Christophe de Margerie, face of French business, dies in plane crash

October 21, 2014, 9:30 AM UTC
Total CEO Christophe de Margerie Dies in Plane Crash
FILE PHOTO: Christophe de Margerie, chief executive officer of Total SA, pauses during the company's fourth-quarter results news conference in Paris, France, on Friday, Feb. 10, 2012. De Margerie, the Total chief executive officer who oversaw the biggest increase in reserves at the French oil explorer in at least 15 years, died in a Moscow plane crash on Oct. 20, Interfax reported.

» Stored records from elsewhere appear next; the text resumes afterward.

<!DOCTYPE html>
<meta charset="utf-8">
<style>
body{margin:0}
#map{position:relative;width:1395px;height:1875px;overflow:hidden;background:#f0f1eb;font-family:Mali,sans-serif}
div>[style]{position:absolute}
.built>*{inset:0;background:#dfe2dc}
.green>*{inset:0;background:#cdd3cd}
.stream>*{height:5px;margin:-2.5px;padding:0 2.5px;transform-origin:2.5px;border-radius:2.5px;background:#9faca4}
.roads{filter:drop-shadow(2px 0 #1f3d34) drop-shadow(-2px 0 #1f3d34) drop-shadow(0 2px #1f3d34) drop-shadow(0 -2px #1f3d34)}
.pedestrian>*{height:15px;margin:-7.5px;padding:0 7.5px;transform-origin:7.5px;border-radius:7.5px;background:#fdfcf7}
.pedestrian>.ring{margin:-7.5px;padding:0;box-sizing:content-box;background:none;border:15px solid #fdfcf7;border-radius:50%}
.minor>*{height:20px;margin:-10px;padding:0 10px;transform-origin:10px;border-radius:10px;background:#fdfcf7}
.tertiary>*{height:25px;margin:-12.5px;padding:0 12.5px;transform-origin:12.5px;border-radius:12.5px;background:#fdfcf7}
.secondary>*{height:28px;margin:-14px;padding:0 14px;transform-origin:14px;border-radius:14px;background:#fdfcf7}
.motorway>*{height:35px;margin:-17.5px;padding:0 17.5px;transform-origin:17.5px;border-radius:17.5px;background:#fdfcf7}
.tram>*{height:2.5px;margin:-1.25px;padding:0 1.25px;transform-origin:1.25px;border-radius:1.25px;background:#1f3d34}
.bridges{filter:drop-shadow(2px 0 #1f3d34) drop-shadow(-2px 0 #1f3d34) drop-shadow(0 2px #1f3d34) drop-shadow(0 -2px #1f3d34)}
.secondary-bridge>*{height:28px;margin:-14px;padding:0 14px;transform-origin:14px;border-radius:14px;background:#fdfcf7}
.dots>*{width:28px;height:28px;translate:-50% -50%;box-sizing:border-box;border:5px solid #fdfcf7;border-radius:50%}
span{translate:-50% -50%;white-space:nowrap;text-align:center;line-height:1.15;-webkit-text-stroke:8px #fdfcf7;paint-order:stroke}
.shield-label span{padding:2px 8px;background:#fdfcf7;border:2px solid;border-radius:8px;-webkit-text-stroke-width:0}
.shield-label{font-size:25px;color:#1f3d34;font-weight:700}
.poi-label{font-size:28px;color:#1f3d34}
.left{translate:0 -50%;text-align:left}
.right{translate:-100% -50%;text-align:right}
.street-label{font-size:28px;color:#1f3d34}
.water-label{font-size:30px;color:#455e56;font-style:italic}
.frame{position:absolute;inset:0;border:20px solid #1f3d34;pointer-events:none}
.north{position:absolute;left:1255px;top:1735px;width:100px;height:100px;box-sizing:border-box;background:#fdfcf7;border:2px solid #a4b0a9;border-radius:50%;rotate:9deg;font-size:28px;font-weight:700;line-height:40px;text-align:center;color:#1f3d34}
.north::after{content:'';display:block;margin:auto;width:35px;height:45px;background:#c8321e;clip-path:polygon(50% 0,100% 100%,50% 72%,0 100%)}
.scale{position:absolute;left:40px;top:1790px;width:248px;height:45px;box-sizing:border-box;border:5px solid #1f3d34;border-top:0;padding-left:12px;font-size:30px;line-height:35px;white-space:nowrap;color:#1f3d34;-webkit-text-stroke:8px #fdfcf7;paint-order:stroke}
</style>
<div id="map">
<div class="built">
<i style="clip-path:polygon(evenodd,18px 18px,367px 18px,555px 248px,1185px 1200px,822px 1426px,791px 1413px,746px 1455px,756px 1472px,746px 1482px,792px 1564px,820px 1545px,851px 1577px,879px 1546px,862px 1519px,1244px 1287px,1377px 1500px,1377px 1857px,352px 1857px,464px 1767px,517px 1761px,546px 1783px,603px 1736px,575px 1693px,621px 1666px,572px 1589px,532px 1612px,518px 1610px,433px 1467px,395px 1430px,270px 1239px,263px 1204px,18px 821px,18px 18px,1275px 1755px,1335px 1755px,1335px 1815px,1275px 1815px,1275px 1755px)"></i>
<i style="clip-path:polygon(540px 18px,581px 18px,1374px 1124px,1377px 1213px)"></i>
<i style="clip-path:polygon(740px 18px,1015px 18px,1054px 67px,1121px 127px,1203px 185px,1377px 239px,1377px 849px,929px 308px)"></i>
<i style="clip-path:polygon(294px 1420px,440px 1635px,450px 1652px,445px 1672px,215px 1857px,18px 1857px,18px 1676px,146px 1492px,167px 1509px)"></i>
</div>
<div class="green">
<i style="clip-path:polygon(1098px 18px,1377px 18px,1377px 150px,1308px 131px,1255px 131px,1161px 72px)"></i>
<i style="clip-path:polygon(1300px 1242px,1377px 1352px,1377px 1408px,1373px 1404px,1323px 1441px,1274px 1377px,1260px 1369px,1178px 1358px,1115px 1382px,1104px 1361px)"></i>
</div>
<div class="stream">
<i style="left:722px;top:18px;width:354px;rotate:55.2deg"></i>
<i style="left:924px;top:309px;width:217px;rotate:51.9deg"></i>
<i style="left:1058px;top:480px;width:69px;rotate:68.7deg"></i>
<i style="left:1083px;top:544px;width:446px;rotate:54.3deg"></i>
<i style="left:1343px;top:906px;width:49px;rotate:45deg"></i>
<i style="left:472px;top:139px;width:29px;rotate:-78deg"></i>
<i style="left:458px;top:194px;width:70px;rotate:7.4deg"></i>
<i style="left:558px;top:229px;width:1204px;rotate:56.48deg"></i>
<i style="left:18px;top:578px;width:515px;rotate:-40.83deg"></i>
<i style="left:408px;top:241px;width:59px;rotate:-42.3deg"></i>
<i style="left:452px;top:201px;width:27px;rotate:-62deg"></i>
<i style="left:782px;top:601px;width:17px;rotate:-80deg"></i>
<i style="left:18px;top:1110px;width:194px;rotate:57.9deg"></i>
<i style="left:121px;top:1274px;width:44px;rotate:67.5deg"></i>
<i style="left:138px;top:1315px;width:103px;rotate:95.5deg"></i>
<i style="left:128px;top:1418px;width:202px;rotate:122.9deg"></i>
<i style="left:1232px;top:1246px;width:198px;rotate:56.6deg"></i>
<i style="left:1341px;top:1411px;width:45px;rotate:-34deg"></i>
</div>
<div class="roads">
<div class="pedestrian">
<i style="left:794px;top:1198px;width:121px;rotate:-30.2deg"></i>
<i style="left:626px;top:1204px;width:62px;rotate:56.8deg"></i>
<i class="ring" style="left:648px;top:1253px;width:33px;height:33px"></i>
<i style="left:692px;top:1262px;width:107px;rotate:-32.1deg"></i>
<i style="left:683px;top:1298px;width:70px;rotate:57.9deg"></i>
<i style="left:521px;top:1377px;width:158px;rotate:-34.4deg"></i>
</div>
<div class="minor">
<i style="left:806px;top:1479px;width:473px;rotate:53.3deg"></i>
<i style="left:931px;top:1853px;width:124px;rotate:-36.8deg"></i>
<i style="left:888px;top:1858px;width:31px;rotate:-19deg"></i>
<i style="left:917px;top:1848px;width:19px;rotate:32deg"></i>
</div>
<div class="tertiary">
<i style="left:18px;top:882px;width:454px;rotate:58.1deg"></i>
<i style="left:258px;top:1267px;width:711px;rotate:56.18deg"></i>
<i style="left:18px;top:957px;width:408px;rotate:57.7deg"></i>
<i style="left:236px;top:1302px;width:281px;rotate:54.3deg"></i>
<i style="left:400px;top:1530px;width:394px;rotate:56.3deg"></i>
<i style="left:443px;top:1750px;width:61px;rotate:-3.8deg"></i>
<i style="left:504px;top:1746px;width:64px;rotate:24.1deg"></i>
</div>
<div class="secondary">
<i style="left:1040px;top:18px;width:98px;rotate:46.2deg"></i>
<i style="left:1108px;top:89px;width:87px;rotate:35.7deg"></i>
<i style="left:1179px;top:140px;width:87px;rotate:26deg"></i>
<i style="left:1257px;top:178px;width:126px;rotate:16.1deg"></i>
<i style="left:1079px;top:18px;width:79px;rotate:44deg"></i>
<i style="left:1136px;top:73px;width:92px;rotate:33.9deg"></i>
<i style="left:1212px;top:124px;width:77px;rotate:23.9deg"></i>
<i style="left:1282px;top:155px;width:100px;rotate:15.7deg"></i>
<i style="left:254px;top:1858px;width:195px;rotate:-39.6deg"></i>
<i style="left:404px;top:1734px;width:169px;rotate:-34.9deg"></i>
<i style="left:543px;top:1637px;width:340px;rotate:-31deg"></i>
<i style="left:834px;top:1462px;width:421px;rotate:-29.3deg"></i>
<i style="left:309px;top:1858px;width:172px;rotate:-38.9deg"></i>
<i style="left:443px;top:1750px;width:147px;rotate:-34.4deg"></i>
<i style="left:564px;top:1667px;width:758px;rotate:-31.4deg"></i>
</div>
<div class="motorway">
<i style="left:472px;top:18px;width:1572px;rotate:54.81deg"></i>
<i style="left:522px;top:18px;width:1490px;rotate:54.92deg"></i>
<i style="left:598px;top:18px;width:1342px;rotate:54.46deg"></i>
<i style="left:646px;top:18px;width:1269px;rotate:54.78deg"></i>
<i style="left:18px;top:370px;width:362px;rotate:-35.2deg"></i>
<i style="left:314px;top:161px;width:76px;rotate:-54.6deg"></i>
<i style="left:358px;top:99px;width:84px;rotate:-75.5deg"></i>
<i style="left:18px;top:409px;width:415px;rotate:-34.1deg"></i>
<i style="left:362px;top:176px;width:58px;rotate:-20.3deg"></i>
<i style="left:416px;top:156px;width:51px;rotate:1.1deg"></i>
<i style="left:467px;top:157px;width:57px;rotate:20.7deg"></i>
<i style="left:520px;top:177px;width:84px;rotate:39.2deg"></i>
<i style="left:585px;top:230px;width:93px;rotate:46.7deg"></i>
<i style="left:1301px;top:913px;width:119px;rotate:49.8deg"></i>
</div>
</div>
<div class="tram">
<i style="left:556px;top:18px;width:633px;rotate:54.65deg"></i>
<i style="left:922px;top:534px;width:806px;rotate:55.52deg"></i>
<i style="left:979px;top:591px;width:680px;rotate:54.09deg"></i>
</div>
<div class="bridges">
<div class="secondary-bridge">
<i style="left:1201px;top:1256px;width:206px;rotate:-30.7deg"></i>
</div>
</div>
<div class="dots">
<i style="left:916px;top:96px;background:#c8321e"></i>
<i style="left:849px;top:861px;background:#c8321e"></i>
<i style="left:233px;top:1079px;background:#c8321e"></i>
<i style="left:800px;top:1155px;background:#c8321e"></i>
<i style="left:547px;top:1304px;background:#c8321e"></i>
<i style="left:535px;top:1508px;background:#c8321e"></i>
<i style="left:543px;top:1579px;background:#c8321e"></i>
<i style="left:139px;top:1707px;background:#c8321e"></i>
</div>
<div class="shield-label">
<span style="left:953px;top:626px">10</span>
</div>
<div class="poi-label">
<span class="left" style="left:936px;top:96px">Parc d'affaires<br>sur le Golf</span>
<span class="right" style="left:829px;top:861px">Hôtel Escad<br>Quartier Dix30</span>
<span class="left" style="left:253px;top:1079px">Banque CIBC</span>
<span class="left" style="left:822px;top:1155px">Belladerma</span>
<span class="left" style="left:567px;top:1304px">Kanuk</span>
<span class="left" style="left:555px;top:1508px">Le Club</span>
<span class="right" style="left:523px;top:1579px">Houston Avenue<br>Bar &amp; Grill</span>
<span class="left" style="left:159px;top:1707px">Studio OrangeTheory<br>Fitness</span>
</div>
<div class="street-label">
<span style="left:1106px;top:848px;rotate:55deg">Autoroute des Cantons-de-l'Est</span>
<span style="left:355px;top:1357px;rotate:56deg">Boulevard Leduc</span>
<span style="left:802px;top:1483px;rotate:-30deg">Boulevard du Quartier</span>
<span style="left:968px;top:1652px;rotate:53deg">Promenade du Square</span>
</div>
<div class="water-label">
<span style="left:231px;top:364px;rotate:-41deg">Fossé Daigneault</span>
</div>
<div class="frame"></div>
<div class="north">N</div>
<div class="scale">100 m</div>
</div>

Photographer: Fabrice Dimier/Bloomberg via Getty Images
Bloomberg via Getty Images

Christophe de Margerie, chairman and chief executive of French oil and gas giant Total SA (TOT), has died in a plane crash at Vnukovo airport in Moscow, authorities said Tuesday.

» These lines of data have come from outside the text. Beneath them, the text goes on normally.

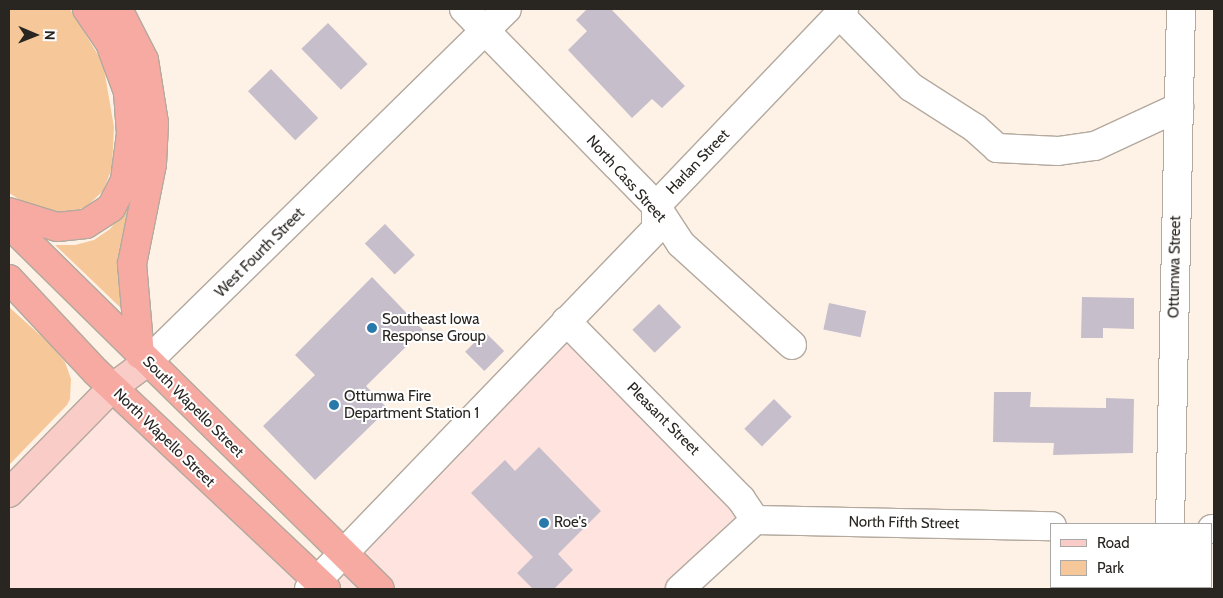 <!DOCTYPE html>
<html>
<head>
<meta charset="utf-8">
<style>
	body { margin:0 }
	#map { position:relative; width:1223px; height:598px; overflow:hidden; background:#fef2e7; font-family:Cabin,sans-serif }
	div>[style] { position:absolute }
	[style*='--x'] { left:calc(var(--x)*1px); top:calc(var(--y)*1px); width:calc(var(--w)*1px); rotate:calc(var(--a)*1deg) }
	.commercial>* { inset:0; background:#fee3de }
	.green>* { inset:0; background:#f6c899 }
	.building>* { inset:0; background:#c6becb; transform-origin:0 0 }
	.path>* { height:3px; margin-top:-1.5px; transform-origin:0; background:repeating-linear-gradient(90deg,#958d85 0 1px,transparent 0 5px) }
	.roads { filter:drop-shadow(1px 0 #b3a99e) drop-shadow(-1px 0 #b3a99e) drop-shadow(0 1px #b3a99e) drop-shadow(0 -1px #b3a99e) }
	.minor>* { height:28px; margin:-14px; padding:0 14px; transform-origin:14px; border-radius:14px; background:#fff }
	.major>* { height:28px; margin:-14px; padding:0 14px; transform-origin:14px; border-radius:14px; background:#faccc7 }
	.highway>* { height:28px; margin:-14px; padding:0 14px; transform-origin:14px; border-radius:14px; background:#f6aaa2 }
	.dots>* { width:14px; height:14px; translate:-50% -50%; box-sizing:border-box; border:2px solid #fff; border-radius:50% }
	span { translate:-50% -50%; white-space:nowrap; text-align:center; line-height:1.15; -webkit-text-stroke:4px #fff; paint-order:stroke }
	.street-label { font-size:15px; color:#292521 }
	.poi-label { font-size:15px; color:#292521 }
	.left { translate:0 -50%; text-align:left }
	.frame { position:absolute; inset:0; border:10px solid #292521; pointer-events:none }
	.legend { position:absolute; left:1050px; top:523px; width:162px; height:65px; box-sizing:border-box; background:#fff; border:1px solid #a9a8a6; margin:0; padding:6px 9px; list-style:none; font-size:15px; color:#292521 }
	.legend li { display:flex; align-items:center; gap:10px; height:25px }
	.legend b { width:25px; border:1px solid #a9a8a6 }
	.north { position:absolute; left:10px; top:10px; width:50px; height:50px; -webkit-text-stroke:4px #fff; paint-order:stroke; rotate:91deg; font-size:14px; font-weight:700; line-height:20px; text-align:center; color:#292521 }
	.north::after { content:''; display:block; margin:auto; width:18px; height:22px; background:#292521; clip-path:polygon(50% 0,100% 100%,50% 72%,0 100%) }
</style>
</head>
<body>
<div id="map">
	<div class="commercial">
		<i style="clip-path:polygon(566px 321px,755px 520px,680px 589px,9px 589px,9px 493px,112px 388px,318px 581px)"></i>
	</div>
	<div class="green">
		<i style="clip-path:polygon(9px 9px,70px 9px,103px 63px,114px 127px,112px 168px,103px 191px,87px 206px,70px 213px,36px 210px,9px 193px)"></i>
		<i style="clip-path:polygon(126px 209px,130px 212px,124px 311px,55px 245px,75px 245px,94px 240px,110px 229px)"></i>
		<i style="clip-path:polygon(9px 307px,50px 344px,65px 362px,71px 379px,70px 399px,67px 405px,9px 465px)"></i>
	</div>
	<div class="building">
		<i style="clip-path:polygon(587px 9px,611px 9px,685px 86px,662px 108px,652px 99px,632px 118px,568px 50px,587px 31px,576px 20px)"></i>
		<i style="left:328px;top:23px;width:57px;height:37px;rotate:46deg"></i>
		<i style="left:271px;top:69px;width:68px;height:32px;rotate:46deg"></i>
		<i style="left:385px;top:224px;width:43px;height:28px;rotate:46deg"></i>
		<i style="clip-path:polygon(372px 277px,423px 330px,366px 386px,388px 409px,315px 480px,263px 426px,315px 375px,295px 355px)"></i>
		<i style="clip-path:polygon(1082px 297px,1134px 298px,1134px 329px,1103px 328px,1103px 338px,1081px 338px)"></i>
		<i style="left:829px;top:303px;width:38px;height:27px;rotate:12deg"></i>
		<i style="left:659px;top:304px;width:32px;height:37px;rotate:46deg"></i>
		<i style="left:485px;top:332px;width:27px;height:28px;rotate:45deg"></i>
		<i style="clip-path:polygon(994px 392px,1031px 392px,1030px 407px,1106px 408px,1106px 398px,1134px 399px,1133px 453px,1053px 455px,1054px 443px,993px 442px)"></i>
		<i style="left:774px;top:399px;width:25px;height:42px;rotate:45deg"></i>
		<i style="clip-path:polygon(539px 447px,601px 511px,558px 554px,573px 570px,554px 589px,533px 589px,517px 573px,533px 557px,471px 493px,505px 460px,515px 471px)"></i>
	</div>
	<div class="path">
		<i style="--x:1157;--y:587;--w:2;--a:90"></i>
	</div>
	<div class="roads">
		<div class="minor">
			<i style="--x:464;--y:9;--w:275;--a:45.7"></i>
			<i style="--x:656;--y:206;--w:45;--a:56.7"></i>
			<i style="--x:681;--y:244;--w:150;--a:42.3"></i>
			<i style="--x:839;--y:14;--w:103;--a:45.4"></i>
			<i style="--x:911;--y:87;--w:76;--a:32.6"></i>
			<i style="--x:975;--y:128;--w:30;--a:42"></i>
			<i style="--x:997;--y:148;--w:61;--a:2.8"></i>
			<i style="--x:1058;--y:151;--w:37;--a:-8"></i>
			<i style="--x:1095;--y:146;--w:93;--a:-24.9"></i>
			<i style="--x:566;--y:321;--w:250;--a:45.5"></i>
			<i style="--x:741;--y:499;--w:25;--a:56"></i>
			<i style="--x:147;--y:362;--w:504;--a:-44.44"></i>
			<i style="--x:755;--y:520;--w:297;--a:1.2"></i>
			<i style="--x:1170;--y:524;--w:515;--a:-88.78"></i>
			<i style="--x:1212;--y:529;--w:2;--a:0"></i>
			<i style="--x:309;--y:589;--w:500;--a:-46.05"></i>
			<i style="--x:656;--y:229;--w:23;--a:-90"></i>
			<i style="--x:656;--y:206;--w:272;--a:-46.3"></i>
			<i style="--x:680;--y:589;--w:102;--a:-42.6"></i>
		</div>
		<div class="major">
			<i style="--x:9;--y:493;--w:147;--a:-45.6"></i>
			<i style="--x:112;--y:388;--w:44;--a:-36.6"></i>
		</div>
		<div class="highway">
			<i style="--x:118;--y:9;--w:57;--a:63"></i>
			<i style="--x:144;--y:60;--w:64;--a:81"></i>
			<i style="--x:154;--y:123;--w:41;--a:92.8"></i>
			<i style="--x:152;--y:164;--w:102;--a:101.3"></i>
			<i style="--x:132;--y:264;--w:91;--a:85"></i>
			<i style="--x:9;--y:212;--w:50;--a:17.4"></i>
			<i style="--x:57;--y:227;--w:29;--a:-6"></i>
			<i style="--x:86;--y:224;--w:30;--a:-33"></i>
			<i style="--x:111;--y:208;--w:31;--a:-63"></i>
			<i style="--x:125;--y:180;--w:46;--a:-82.6"></i>
			<i style="--x:131;--y:134;--w:42;--a:-94.1"></i>
			<i style="--x:128;--y:92;--w:52;--a:-110.2"></i>
			<i style="--x:110;--y:43;--w:41;--a:-124.1"></i>
			<i style="--x:9;--y:224;--w:520;--a:44.53"></i>
			<i style="--x:9;--y:279;--w:127;--a:46.9"></i>
			<i style="--x:96;--y:372;--w:316;--a:43.3"></i>
		</div>
	</div>
	<div class="dots">
		<i style="left:372px;top:328px;background:#2878a9"></i>
		<i style="left:334px;top:405px;background:#2878a9"></i>
		<i style="left:544px;top:523px;background:#2878a9"></i>
	</div>
	<div class="street-label">
		<span style="left:698px;top:162px;rotate:-46deg">Harlan Street</span>
		<span style="left:626px;top:179px;rotate:48deg">North Cass Street</span>
		<span style="left:260px;top:253px;rotate:-45deg">West Fourth Street</span>
		<span style="left:1175px;top:267px;rotate:-89deg">Ottumwa Street</span>
		<span style="left:193px;top:407px;rotate:45deg">South Wapello Street</span>
		<span style="left:663px;top:419px;rotate:45deg">Pleasant Street</span>
		<span style="left:164px;top:438px;rotate:44deg">North Wapello Street</span>
		<span style="left:904px;top:523px;rotate:1deg">North Fifth Street</span>
	</div>
	<div class="poi-label">
		<span class="left" style="left:382px;top:328px">Southeast Iowa<br>Response Group</span>
		<span class="left" style="left:344px;top:405px">Ottumwa Fire<br>Department Station 1</span>
		<span class="left" style="left:554px;top:523px">Roe's</span>
	</div>
	<div class="frame"></div>
	<ul class="legend">
	<li><b style="height:6px;background:#faccc7"></b>Road</li>
	<li><b style="height:14px;background:#f6c899"></b>Park</li>
	</ul>
	<div class="north">N</div>
</div>
</body>
</html>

The larger-than-life de Margerie, 63, was on his way back from a meeting between foreign investors and the Russian government when his Dassault executive jet hit a snowplow, killing him and the three crew members on board.

A spokesman for Russia’s Investigative Committee said that the driver of the snowplow was drunk at the time. The accident happened just before midnight, and visibility was some 400 yards, Russian media quoted the airport’s authorities as saying.

Tributes poured in for the larger-than-life figure, who built Total up into the second-biggest listed company in France and the fourth-biggest oil company in the world by market value after Exxonmobil Corp, Chevron Corp and Royal Dutch Shell Plc, worth over $130 billion.

“France has lost a great captain of industry and a patriot, an extraordinary business leader who transformed Total into a global giant,” Prime Minister Manuel Valls said in a statement.

Russian President Vladimir Putin said that: “In Christophe de Margerie we have lost a real friend of our country, of whom we will cherish very dear memories.”

Christophe de Margerie was born in 1951 into France’s business elite–his father led the country’s biggest insurance company, while his mother was the daughter of champagne baron and hotel owner Pierre Taittinger. He initially wanted to be a racing driver but was talked out of it by his parents. He diverted his sporting instincts instead to sailing, tennis and skiing, while his yearning for a bit of dash lived on in his extravagant white whiskers that earned him the moniker “Big Moustache.”

Affable, tireless and with a seemingly endless capacity for both talking and listening, de Margerie was an accomplished dealmaker and a passionate believer in the benefits that his industry brought to society, despite the many environmental and political scandals that constantly accompanied it, such as the sinking of the tanker Erika off the coast of Brittany in 1999.

He made a life out of the huge risk-reward calculations inherent to Big Oil, never shying away from complicated relationships with autocratic regimes from Kazakhstan and Iraq to Angola and, especially in his later years, Russia. He was investigated along with other Total officials for helping Iraqi dictator Saddam Hussein get round U.N. sanctions, but all of them were subsequently cleared.

In all, he spent 40 years at Total. He had been CEO since 2007 and chairman since 2010. Total’s shareholders had only this year lifted the age limit for those positions to allow him to stay on while he picked a successor.

However, in the last couple of years, he had faced increasing headwinds with a number of his big ideas: the giant Kashagan project in Kazakhstan has suffered repeated delays and cost overruns, and big plays in Russia, such as a $27 billion liquefied natural gas venture on the Yamal peninsular in north-west Siberia, have been disrupted by western sanctions aimed at crimping Russia’s future energy production. In September, the company had to cut its forecast for future production, and said it would put a packet of less-profitable projects up for sale in order to shore up returns.

De Margerie has also had to fight difficult political battles at home, closing a refinery at Dunkirk and a petrochemicals plant in eastern France, and arguing vainly for France, which has virtually no oil and gas reserves of its own, to allow its huge shale gas reserves to be exploited.

He is survived by his wife and three children.